[erlang-questions] Speeding up text file I/O

Fri Jan 18 18:26:06 CET 2008

Dmitrii 'Mamut' Dimandt wrote:
> Per Gustafsson wrote:
>> Christian S wrote:
>>> Do you know if this has been benchmarked against the more attractive 
>>> code
>>> that R12B makes more efficient? Because those functions make me want to
>>> change profession to something where you get to hurt people.
>>>
>>
>>
>>
>> I found that the following function is about 10% faster then the 
>> unrolled function when using BEAM R12B:
>>
>> find_8(Buffer, Char, Pos) ->
>>   case Buffer of
>>     << Char, _/bits >> -> Pos;
>>     << _, Rest/bits >> ->
>>       find_8(Rest, Char, Pos+1);
>>     _ ->
>>       not_found
>>   end.
>>
>> It might depend a little on the input though and when both functions 
>> were native compiled there was no major difference between them.
>>
>> Per
> 
> Here's the reply:
> 
> """start quote""
> 
> This is incorrect.
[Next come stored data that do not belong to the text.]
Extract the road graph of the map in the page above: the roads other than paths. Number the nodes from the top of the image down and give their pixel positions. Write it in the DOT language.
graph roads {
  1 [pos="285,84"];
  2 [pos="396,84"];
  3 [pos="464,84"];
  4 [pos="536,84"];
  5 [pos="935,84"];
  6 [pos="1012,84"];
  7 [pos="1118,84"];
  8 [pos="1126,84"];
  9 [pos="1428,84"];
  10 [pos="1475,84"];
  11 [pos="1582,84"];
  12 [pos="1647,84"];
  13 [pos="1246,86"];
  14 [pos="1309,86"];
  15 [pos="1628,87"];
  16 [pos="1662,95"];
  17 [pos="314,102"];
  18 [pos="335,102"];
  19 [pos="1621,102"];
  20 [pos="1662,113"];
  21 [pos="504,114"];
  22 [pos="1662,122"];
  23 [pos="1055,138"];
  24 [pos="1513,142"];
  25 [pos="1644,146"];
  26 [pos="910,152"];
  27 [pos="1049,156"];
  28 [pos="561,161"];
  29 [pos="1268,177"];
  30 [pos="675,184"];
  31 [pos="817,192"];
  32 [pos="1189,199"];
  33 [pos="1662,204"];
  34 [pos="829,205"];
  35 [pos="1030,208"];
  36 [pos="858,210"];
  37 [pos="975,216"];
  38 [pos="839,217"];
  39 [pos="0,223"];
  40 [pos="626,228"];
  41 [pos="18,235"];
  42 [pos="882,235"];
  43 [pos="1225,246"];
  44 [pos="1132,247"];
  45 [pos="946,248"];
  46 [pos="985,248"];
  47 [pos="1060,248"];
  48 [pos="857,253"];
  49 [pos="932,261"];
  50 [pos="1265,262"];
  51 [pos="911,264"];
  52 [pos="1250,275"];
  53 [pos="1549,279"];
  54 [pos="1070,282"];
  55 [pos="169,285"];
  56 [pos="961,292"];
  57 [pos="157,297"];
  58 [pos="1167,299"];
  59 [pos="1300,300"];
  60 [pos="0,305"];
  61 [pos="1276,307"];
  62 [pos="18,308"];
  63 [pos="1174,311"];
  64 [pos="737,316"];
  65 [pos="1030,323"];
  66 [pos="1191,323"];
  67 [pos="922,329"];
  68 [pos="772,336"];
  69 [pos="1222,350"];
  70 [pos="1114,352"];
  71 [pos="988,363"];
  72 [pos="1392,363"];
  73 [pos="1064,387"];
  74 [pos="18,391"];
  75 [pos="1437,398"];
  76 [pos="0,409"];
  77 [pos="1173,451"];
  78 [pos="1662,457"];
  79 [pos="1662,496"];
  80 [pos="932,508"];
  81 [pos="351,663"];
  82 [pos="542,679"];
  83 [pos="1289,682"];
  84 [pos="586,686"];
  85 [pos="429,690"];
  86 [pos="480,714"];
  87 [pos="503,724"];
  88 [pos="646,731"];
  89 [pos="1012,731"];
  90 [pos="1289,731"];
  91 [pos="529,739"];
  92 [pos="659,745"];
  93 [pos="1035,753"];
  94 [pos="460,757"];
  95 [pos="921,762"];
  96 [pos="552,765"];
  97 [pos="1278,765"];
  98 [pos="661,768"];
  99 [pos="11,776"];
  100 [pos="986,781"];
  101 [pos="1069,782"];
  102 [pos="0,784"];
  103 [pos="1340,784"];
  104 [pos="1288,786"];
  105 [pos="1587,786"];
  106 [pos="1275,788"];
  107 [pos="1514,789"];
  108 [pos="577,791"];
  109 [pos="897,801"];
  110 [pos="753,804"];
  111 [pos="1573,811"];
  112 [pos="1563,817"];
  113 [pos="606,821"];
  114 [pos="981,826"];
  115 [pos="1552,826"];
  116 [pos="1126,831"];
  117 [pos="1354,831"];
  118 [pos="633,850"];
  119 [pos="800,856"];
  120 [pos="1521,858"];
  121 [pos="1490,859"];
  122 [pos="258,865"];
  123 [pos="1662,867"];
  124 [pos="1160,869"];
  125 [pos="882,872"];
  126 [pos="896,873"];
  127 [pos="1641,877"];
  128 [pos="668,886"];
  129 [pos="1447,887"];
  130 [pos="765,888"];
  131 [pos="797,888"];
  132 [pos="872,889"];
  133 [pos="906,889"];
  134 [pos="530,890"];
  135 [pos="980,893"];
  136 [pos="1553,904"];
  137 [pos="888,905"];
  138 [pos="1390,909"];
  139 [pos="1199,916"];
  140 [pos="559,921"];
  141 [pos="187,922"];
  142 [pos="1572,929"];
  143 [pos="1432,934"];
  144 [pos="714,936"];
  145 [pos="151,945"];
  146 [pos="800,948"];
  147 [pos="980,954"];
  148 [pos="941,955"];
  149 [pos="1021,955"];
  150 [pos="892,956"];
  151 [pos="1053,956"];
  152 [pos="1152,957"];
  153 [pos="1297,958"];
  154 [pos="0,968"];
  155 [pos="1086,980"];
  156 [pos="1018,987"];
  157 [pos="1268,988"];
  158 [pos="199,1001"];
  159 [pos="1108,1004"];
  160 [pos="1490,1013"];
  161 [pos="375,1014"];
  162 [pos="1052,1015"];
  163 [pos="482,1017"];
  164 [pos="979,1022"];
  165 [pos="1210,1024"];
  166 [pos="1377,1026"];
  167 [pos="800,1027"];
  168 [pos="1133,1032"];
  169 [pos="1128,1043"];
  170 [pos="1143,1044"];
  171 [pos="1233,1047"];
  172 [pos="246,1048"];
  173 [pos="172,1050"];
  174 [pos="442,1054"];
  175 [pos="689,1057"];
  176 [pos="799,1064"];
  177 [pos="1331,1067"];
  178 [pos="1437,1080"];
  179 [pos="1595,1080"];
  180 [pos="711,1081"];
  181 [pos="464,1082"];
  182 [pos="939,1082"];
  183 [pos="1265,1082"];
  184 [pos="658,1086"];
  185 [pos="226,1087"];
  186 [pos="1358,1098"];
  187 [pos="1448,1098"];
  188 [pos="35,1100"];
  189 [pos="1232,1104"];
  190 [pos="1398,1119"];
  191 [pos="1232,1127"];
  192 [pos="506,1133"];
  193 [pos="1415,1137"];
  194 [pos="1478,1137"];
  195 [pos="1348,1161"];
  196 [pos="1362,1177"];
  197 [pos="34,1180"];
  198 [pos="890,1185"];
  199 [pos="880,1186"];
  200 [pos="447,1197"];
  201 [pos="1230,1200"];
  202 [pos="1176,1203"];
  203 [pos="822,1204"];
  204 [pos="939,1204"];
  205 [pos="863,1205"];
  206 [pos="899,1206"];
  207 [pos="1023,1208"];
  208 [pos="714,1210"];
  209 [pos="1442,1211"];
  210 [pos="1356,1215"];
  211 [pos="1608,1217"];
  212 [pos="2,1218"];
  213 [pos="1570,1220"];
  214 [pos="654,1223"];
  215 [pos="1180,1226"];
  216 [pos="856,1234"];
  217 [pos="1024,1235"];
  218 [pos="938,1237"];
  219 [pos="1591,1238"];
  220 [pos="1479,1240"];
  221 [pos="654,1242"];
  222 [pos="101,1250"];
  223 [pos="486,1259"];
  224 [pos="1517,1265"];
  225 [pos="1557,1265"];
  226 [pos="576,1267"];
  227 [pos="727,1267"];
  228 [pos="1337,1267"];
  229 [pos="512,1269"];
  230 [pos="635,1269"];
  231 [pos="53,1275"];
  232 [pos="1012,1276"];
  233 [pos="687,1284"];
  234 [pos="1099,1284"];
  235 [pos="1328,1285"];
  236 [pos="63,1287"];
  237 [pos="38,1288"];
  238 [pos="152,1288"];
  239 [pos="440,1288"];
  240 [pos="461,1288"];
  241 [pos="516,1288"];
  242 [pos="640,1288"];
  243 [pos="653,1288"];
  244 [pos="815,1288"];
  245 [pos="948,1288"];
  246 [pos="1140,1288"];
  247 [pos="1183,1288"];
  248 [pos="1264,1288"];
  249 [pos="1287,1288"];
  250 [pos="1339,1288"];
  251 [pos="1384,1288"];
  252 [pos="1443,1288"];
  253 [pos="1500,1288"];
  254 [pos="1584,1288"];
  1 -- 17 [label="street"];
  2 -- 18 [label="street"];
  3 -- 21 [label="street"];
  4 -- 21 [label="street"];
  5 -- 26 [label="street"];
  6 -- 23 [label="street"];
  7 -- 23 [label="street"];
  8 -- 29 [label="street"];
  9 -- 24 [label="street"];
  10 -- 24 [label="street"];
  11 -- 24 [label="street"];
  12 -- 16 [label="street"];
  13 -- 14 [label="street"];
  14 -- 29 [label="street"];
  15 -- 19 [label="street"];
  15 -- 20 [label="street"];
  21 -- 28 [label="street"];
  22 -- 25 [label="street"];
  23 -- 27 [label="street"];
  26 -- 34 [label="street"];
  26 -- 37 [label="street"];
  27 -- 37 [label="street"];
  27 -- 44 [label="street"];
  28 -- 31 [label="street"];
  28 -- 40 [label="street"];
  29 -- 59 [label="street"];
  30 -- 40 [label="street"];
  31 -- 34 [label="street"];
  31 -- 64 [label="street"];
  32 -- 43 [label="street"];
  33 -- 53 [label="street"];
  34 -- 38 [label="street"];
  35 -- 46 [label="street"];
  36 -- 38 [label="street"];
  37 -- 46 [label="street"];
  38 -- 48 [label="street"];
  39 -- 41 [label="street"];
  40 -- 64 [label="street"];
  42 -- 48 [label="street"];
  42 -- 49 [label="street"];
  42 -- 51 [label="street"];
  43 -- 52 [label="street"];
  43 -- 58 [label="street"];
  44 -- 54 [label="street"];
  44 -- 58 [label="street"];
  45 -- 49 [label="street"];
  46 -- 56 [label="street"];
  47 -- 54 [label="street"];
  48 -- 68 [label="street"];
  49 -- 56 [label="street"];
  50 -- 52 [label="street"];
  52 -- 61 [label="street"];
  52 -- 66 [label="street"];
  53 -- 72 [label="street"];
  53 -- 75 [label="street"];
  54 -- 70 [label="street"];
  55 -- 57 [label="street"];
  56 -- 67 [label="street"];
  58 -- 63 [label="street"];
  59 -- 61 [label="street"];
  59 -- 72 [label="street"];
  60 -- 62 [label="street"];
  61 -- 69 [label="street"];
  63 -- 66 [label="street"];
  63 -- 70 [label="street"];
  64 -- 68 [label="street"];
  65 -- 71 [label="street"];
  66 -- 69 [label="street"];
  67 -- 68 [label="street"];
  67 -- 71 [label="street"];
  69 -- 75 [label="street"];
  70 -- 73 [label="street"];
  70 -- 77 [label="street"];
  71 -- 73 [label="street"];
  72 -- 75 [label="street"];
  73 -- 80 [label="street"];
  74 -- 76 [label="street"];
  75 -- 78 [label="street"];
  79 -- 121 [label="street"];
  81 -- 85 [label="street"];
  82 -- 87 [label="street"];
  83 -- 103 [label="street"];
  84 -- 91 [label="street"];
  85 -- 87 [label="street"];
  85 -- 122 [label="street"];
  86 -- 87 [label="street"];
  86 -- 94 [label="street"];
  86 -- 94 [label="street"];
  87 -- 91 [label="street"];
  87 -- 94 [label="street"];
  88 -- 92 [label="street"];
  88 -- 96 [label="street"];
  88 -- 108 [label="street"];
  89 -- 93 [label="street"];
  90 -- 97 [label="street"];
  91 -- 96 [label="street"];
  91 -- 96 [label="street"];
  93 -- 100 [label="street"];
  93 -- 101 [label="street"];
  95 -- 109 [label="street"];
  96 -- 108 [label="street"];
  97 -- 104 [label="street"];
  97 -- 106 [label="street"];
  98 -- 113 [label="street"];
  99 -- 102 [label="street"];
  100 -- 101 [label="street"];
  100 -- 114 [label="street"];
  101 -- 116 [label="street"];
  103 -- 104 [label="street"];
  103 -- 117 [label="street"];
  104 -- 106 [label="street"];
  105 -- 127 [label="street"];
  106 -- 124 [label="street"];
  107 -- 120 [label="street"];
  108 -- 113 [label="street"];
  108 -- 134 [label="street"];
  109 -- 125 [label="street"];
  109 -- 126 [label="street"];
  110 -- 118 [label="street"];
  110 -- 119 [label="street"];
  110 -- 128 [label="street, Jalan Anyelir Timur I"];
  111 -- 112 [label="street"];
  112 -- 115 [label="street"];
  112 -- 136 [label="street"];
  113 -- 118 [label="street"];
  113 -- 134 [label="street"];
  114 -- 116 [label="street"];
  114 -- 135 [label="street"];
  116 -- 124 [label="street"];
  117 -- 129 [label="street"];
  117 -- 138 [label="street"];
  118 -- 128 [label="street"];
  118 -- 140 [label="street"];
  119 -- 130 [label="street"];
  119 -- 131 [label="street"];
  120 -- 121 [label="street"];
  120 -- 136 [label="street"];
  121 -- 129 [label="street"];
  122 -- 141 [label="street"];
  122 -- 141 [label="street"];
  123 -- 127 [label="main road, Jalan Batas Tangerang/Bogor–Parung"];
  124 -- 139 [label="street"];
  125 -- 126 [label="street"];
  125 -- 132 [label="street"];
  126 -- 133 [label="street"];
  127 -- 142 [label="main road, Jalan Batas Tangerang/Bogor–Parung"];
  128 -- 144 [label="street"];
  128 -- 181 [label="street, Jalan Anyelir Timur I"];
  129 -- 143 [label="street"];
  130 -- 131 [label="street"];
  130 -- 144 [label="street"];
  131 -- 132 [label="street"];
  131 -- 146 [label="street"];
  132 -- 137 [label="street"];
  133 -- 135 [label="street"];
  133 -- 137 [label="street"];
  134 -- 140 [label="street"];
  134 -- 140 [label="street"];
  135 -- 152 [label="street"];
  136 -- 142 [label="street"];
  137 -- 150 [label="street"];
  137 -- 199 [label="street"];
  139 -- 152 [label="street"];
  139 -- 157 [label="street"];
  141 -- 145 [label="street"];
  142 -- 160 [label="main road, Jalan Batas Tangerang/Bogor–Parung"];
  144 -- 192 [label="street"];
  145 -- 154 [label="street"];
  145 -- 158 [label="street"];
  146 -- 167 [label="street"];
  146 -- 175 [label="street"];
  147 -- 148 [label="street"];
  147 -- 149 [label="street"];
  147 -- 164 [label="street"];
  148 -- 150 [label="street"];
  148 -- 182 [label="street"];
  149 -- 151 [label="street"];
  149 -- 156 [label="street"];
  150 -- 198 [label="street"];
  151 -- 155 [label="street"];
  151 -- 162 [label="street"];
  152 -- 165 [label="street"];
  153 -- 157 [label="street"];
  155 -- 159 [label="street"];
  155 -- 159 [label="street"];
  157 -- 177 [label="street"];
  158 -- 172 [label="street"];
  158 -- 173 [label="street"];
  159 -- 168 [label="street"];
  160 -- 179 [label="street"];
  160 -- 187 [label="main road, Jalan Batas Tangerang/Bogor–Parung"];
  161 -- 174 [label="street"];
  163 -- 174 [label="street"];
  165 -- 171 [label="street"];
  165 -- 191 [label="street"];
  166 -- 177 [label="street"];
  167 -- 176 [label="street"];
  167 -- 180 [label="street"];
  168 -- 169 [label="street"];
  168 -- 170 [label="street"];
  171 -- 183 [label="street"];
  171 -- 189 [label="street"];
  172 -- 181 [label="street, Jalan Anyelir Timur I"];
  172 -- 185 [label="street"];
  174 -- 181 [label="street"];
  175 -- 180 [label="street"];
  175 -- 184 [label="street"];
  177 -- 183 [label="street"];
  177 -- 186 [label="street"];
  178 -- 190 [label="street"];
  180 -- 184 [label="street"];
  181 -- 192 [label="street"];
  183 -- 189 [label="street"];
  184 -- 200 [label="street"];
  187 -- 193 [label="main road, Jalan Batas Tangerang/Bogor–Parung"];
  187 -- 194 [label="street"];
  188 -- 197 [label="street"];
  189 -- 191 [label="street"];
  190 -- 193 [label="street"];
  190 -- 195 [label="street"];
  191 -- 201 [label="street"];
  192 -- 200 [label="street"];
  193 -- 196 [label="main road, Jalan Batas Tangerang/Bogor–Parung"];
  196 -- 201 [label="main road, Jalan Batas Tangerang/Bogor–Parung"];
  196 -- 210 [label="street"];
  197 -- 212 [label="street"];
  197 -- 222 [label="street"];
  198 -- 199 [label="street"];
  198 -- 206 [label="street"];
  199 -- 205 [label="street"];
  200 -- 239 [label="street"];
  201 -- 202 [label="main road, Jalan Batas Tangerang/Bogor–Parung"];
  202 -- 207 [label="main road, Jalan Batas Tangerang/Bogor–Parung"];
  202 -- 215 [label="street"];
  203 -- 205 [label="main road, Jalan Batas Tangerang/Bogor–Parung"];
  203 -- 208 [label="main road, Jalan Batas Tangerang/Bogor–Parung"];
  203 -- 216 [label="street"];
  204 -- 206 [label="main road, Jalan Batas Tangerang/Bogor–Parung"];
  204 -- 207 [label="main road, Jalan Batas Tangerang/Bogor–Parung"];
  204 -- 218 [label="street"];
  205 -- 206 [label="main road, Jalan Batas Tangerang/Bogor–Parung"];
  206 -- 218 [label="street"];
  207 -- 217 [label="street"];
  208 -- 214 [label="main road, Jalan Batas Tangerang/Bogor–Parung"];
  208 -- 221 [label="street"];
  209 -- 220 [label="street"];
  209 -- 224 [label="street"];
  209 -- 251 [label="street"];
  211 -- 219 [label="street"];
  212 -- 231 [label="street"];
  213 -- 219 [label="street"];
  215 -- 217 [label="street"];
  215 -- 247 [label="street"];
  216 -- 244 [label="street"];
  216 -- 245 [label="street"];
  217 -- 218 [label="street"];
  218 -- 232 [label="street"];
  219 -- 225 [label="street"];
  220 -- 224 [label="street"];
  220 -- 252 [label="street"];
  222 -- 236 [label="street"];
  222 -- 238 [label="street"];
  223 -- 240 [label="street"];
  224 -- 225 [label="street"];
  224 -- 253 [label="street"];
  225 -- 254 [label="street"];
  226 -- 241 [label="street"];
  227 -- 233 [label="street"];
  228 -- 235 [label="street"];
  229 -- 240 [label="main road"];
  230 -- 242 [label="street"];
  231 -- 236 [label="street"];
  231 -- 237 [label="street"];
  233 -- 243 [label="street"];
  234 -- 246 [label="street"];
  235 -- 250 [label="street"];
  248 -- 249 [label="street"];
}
My unrolled function is twice as fast as the 
> one-liner when it is compiled with the native flag (I didn't translate 
> the flag part - my bad, D.) The number of lines has been carefully 
> measured through various tests.
> 
> Without the native flag there shouldn't be a significant difference in 
> speed. That's because unrolling only helps the machine code for 
> superpiplined processors. Since the VM isn't superpiplined there's not 
> much point in unrolling the loop
> 
> The only simplification that can be done for R12 is:
> 
> find_8( Buffer, Char, Pos ) ->
> case Buffer of
> << Char:8, _/bytes >> -> Pos;
> << _:1/bytes, Char:8, _/bytes >> -> Pos + 1;
> << _:2/bytes, Char:8, _/bytes >> -> Pos + 2;
> ...
> << _:32/bytes, Rest/bytes >> -> find_8( Rest, Char, Pos + 32 );
> _ -> not_found
> end.
> 
> That's it.
> 
> 
> """end quote"""
> 
> Sorry for missing the "compile with the native flag" in my translation

I've been away for a while so sorry for being so slow to respond.

It is true that the unrolled version is faster when compiling with the 
native flag. It does not however have to do with processor architecture 
but with a performance problem for the new binary optimizations when 
compiling to native code.

I've fixed this problem in the HiPE-repository and the fix will be 
included in the next release of Erlang/OTP. With this fix the shorter 
version of the program is significantly faster than the unrolled one 
(about 50 % faster in that specific part of the program and the whole 
program becomes about 20-25 % faster)

Per